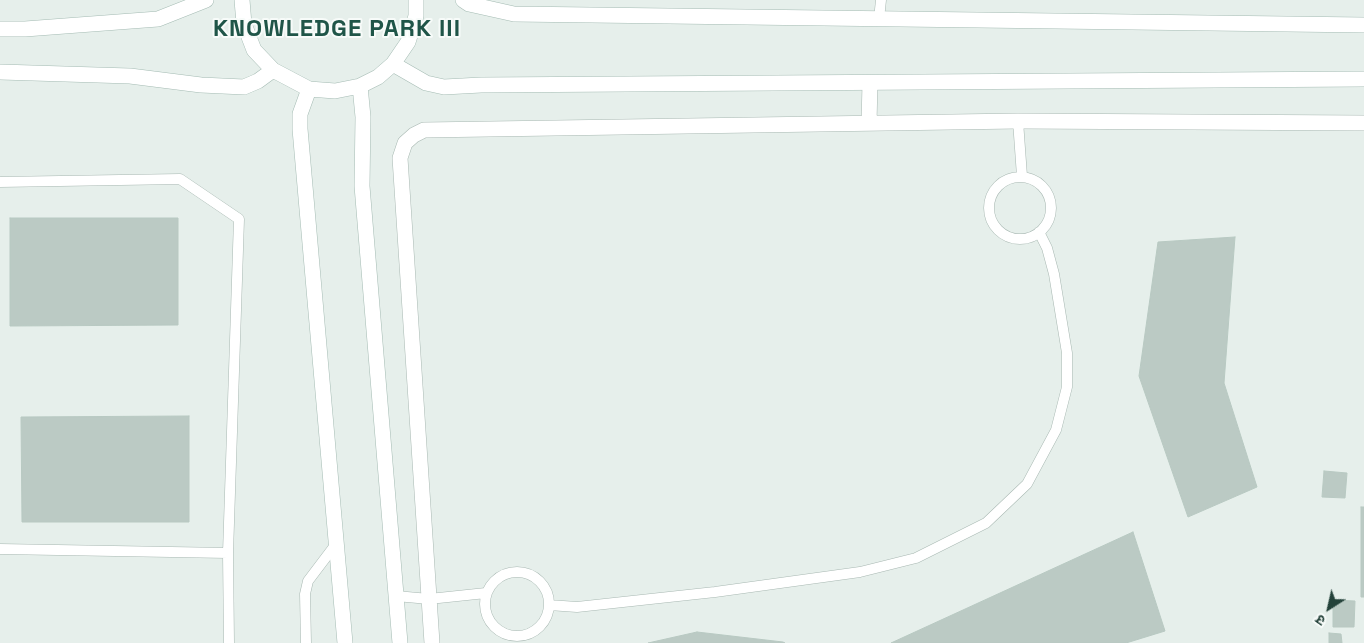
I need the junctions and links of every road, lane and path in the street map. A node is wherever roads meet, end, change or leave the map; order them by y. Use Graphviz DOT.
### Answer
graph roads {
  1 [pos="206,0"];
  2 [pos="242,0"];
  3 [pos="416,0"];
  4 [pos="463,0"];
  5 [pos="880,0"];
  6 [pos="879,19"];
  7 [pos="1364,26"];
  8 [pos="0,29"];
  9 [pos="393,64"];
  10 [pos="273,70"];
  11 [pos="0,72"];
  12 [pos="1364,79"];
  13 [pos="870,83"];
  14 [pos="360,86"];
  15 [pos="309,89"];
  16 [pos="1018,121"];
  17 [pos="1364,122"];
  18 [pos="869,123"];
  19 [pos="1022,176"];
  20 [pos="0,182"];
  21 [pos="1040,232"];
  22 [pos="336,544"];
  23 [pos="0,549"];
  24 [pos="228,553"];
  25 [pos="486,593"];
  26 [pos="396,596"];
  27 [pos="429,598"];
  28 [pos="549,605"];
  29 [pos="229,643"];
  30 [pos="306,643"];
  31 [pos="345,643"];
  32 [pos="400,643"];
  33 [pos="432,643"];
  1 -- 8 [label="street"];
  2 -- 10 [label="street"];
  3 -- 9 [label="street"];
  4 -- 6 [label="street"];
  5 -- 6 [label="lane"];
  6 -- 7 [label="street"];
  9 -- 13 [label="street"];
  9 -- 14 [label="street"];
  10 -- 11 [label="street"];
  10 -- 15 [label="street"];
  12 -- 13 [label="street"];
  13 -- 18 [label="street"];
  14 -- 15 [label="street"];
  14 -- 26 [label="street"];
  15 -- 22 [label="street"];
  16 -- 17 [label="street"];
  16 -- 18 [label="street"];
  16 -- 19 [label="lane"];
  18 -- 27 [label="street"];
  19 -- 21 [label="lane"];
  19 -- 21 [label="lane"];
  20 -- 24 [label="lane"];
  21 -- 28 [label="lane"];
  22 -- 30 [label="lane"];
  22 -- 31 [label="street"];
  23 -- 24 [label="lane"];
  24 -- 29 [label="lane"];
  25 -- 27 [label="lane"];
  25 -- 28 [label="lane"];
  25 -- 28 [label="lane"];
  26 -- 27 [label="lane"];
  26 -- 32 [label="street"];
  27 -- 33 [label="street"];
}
————
• _TASK INSTRUCTIONS_
Restate the records word for word and drop the images.

• _FINISHED EXERCISE_
I need the junctions and links of every road, lane and path in the street map. A node is wherever roads meet, end, change or leave the map; order them by y. Use Graphviz DOT.
### Answer
graph roads {
  1 [pos="206,0"];
  2 [pos="242,0"];
  3 [pos="416,0"];
  4 [pos="463,0"];
  5 [pos="880,0"];
  6 [pos="879,19"];
  7 [pos="1364,26"];
  8 [pos="0,29"];
  9 [pos="393,64"];
  10 [pos="273,70"];
  11 [pos="0,72"];
  12 [pos="1364,79"];
  13 [pos="870,83"];
  14 [pos="360,86"];
  15 [pos="309,89"];
  16 [pos="1018,121"];
  17 [pos="1364,122"];
  18 [pos="869,123"];
  19 [pos="1022,176"];
  20 [pos="0,182"];
  21 [pos="1040,232"];
  22 [pos="336,544"];
  23 [pos="0,549"];
  24 [pos="228,553"];
  25 [pos="486,593"];
  26 [pos="396,596"];
  27 [pos="429,598"];
  28 [pos="549,605"];
  29 [pos="229,643"];
  30 [pos="306,643"];
  31 [pos="345,643"];
  32 [pos="400,643"];
  33 [pos="432,643"];
  1 -- 8 [label="street"];
  2 -- 10 [label="street"];
  3 -- 9 [label="street"];
  4 -- 6 [label="street"];
  5 -- 6 [label="lane"];
  6 -- 7 [label="street"];
  9 -- 13 [label="street"];
  9 -- 14 [label="street"];
  10 -- 11 [label="street"];
  10 -- 15 [label="street"];
  12 -- 13 [label="street"];
  13 -- 18 [label="street"];
  14 -- 15 [label="street"];
  14 -- 26 [label="street"];
  15 -- 22 [label="street"];
  16 -- 17 [label="street"];
  16 -- 18 [label="street"];
  16 -- 19 [label="lane"];
  18 -- 27 [label="street"];
  19 -- 21 [label="lane"];
  19 -- 21 [label="lane"];
  20 -- 24 [label="lane"];
  21 -- 28 [label="lane"];
  22 -- 30 [label="lane"];
  22 -- 31 [label="street"];
  23 -- 24 [label="lane"];
  24 -- 29 [label="lane"];
  25 -- 27 [label="lane"];
  25 -- 28 [label="lane"];
  25 -- 28 [label="lane"];
  26 -- 27 [label="lane"];
  26 -- 32 [label="street"];
  27 -- 33 [label="street"];
}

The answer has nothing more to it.